* **WORK REQUEST**: Your job is to return every line in the data holding the string "ŁAGODNA".
>>>
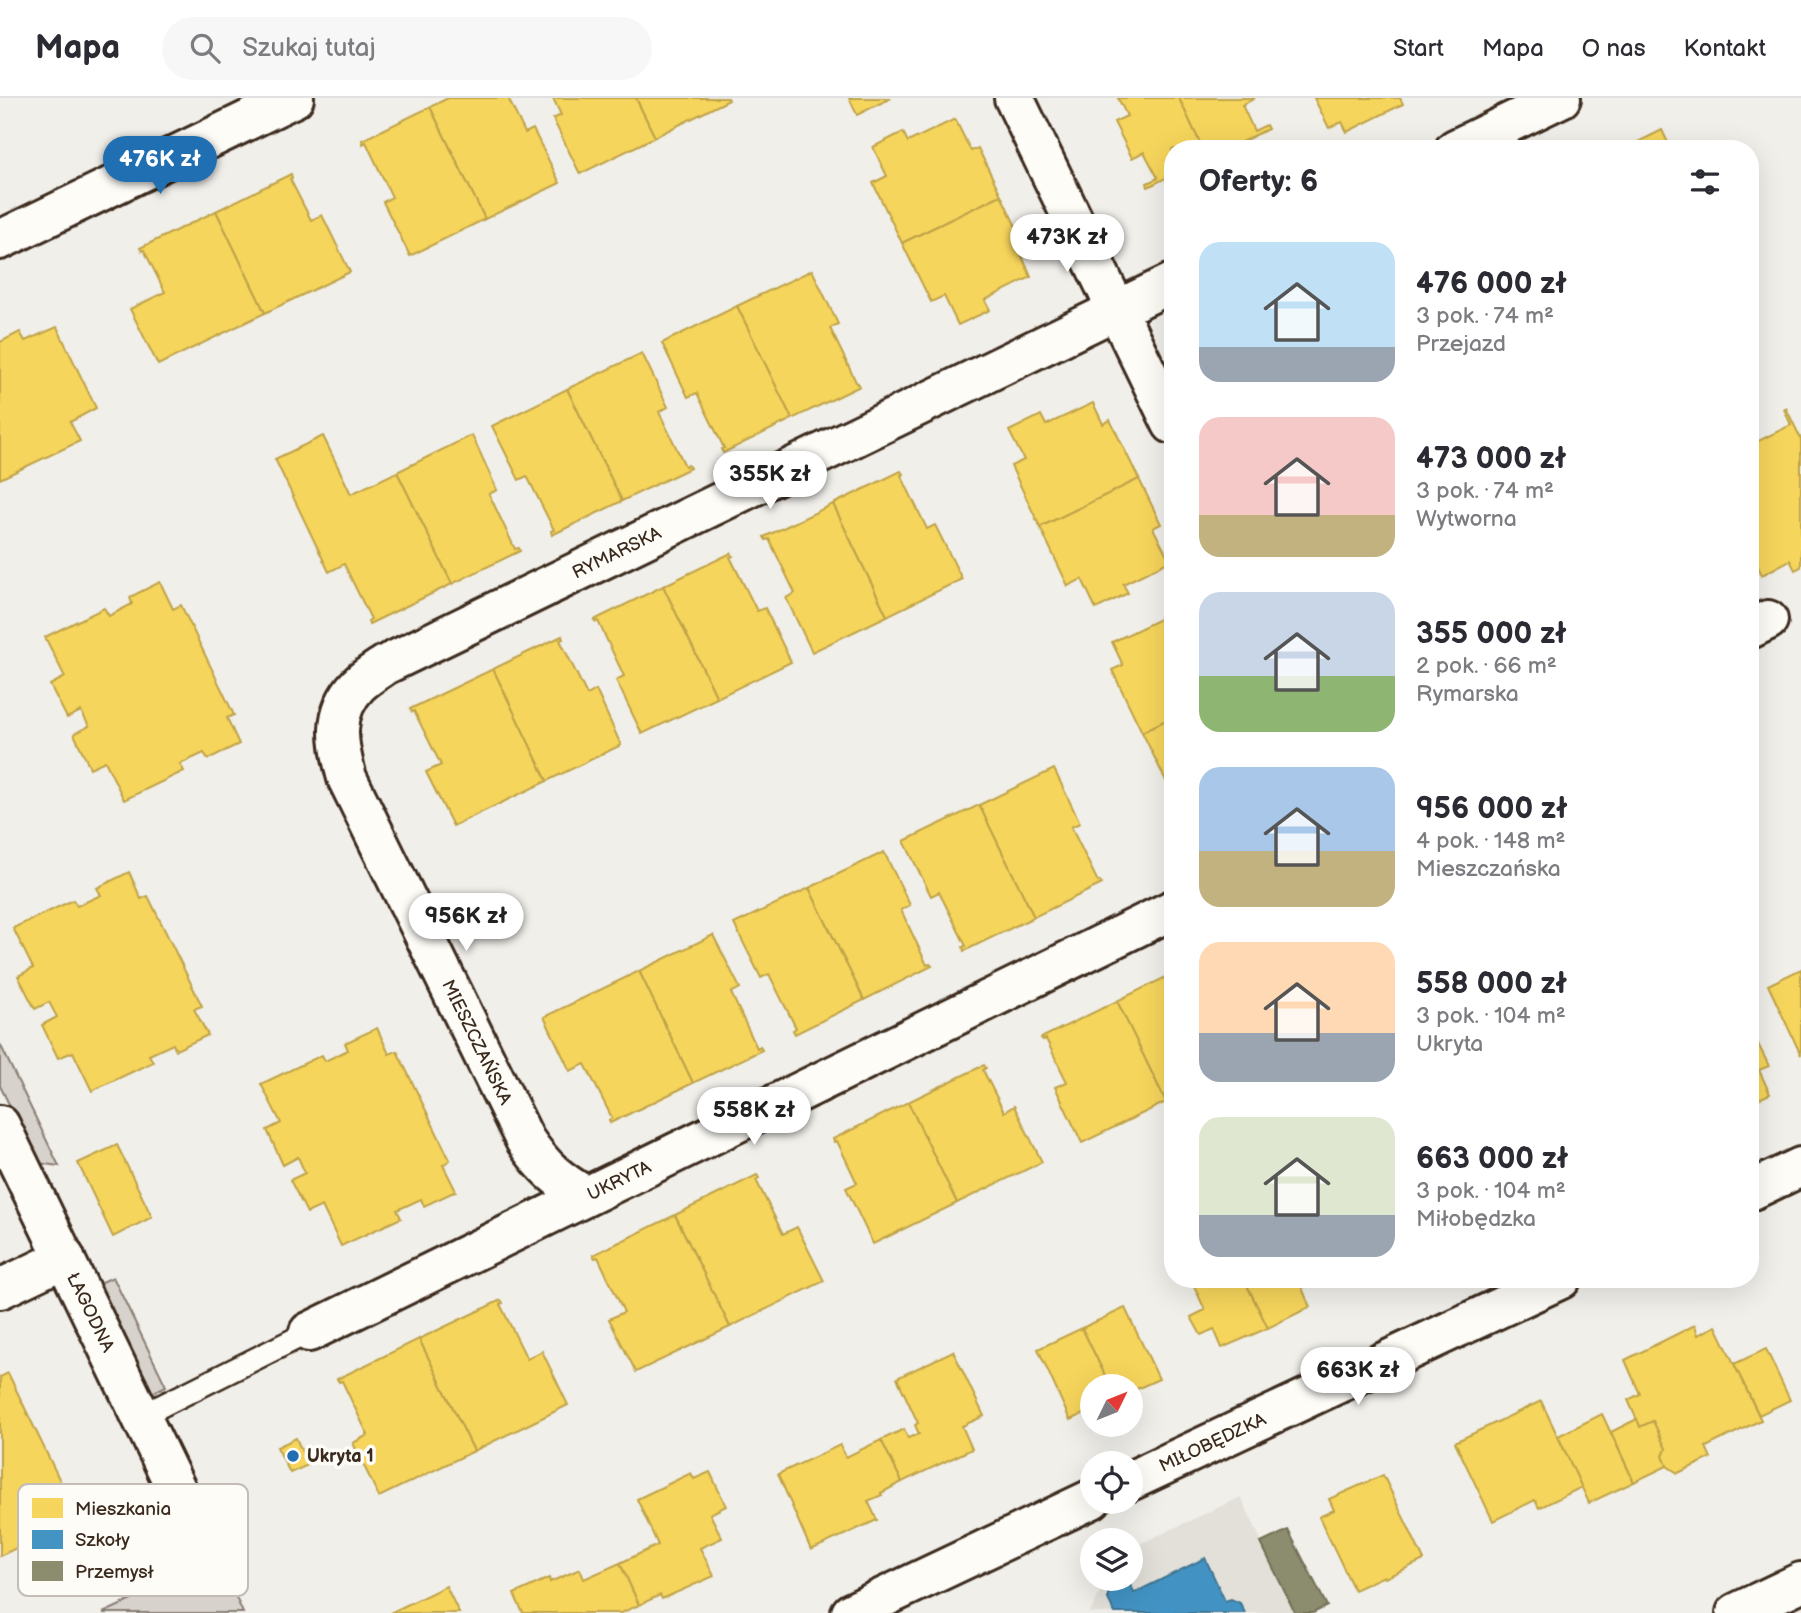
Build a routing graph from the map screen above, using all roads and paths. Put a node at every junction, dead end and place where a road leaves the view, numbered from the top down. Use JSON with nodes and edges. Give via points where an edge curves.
{"nodes":[{"id":1,"x":294,"y":98,"type":"edge"},
{"id":2,"x":1014,"y":98,"type":"edge"},
{"id":3,"x":1561,"y":98,"type":"edge"},
{"id":4,"x":1474,"y":140,"type":"edge"},
{"id":5,"x":0,"y":240,"type":"edge"},
{"id":6,"x":1164,"y":287,"type":"edge"},
{"id":7,"x":1118,"y":310,"type":"junction"},
{"id":8,"x":1164,"y":407,"type":"edge"},
{"id":9,"x":341,"y":712,"type":"joint"},
{"id":10,"x":1164,"y":914,"type":"edge"},
{"id":11,"x":0,"y":1125,"type":"edge"},
{"id":12,"x":1801,"y":1167,"type":"edge"},
{"id":13,"x":1759,"y":1187,"type":"edge"},
{"id":14,"x":586,"y":1196,"type":"junction"},
{"id":15,"x":65,"y":1258,"type":"junction"},
{"id":16,"x":1542,"y":1288,"type":"edge"},
{"id":17,"x":0,"y":1289,"type":"edge"},
{"id":18,"x":309,"y":1332,"type":"joint"},
{"id":19,"x":141,"y":1416,"type":"junction"},
{"id":20,"x":1143,"y":1475,"type":"edge"},
{"id":21,"x":173,"y":1484,"type":"edge"},
{"id":22,"x":1080,"y":1505,"type":"edge"},
{"id":23,"x":1801,"y":1582,"type":"edge"},
{"id":24,"x":851,"y":1613,"type":"edge"},
{"id":25,"x":1736,"y":1613,"type":"edge"}],
"edges":[{"from":1,"to":5,"type":"street"},
{"from":2,"to":7,"type":"street"},
{"from":3,"to":4,"type":"street"},
{"from":6,"to":7,"type":"street","name":"RYMARSKA"},
{"from":7,"to":8,"type":"street"},
{"from":7,"to":9,"type":"street","name":"RYMARSKA","via":[[385,665],[357,686]]},
{"from":9,"to":14,"type":"street","name":"MIESZCZAŃSKA","via":[[337,744],[347,778],[519,1128],[540,1163],[559,1181]]},
{"from":10,"to":14,"type":"street","name":"UKRYTA"},
{"from":11,"to":15,"type":"street","name":"ŁAGODNA"},
{"from":12,"to":13,"type":"street"},
{"from":14,"to":18,"type":"street","name":"UKRYTA"},
{"from":15,"to":17,"type":"street"},
{"from":15,"to":19,"type":"street","name":"ŁAGODNA"},
{"from":16,"to":20,"type":"street","name":"MIŁOBĘDZKA"},
{"from":18,"to":19,"type":"lane","name":"UKRYTA"},
{"from":19,"to":21,"type":"street","name":"ŁAGODNA"},
{"from":22,"to":24,"type":"street"},
{"from":23,"to":25,"type":"street"}]}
<<<
* **TASK RESULT**:
{"from":11,"to":15,"type":"street","name":"ŁAGODNA"},
{"from":15,"to":19,"type":"street","name":"ŁAGODNA"},
{"from":19,"to":21,"type":"street","name":"ŁAGODNA"},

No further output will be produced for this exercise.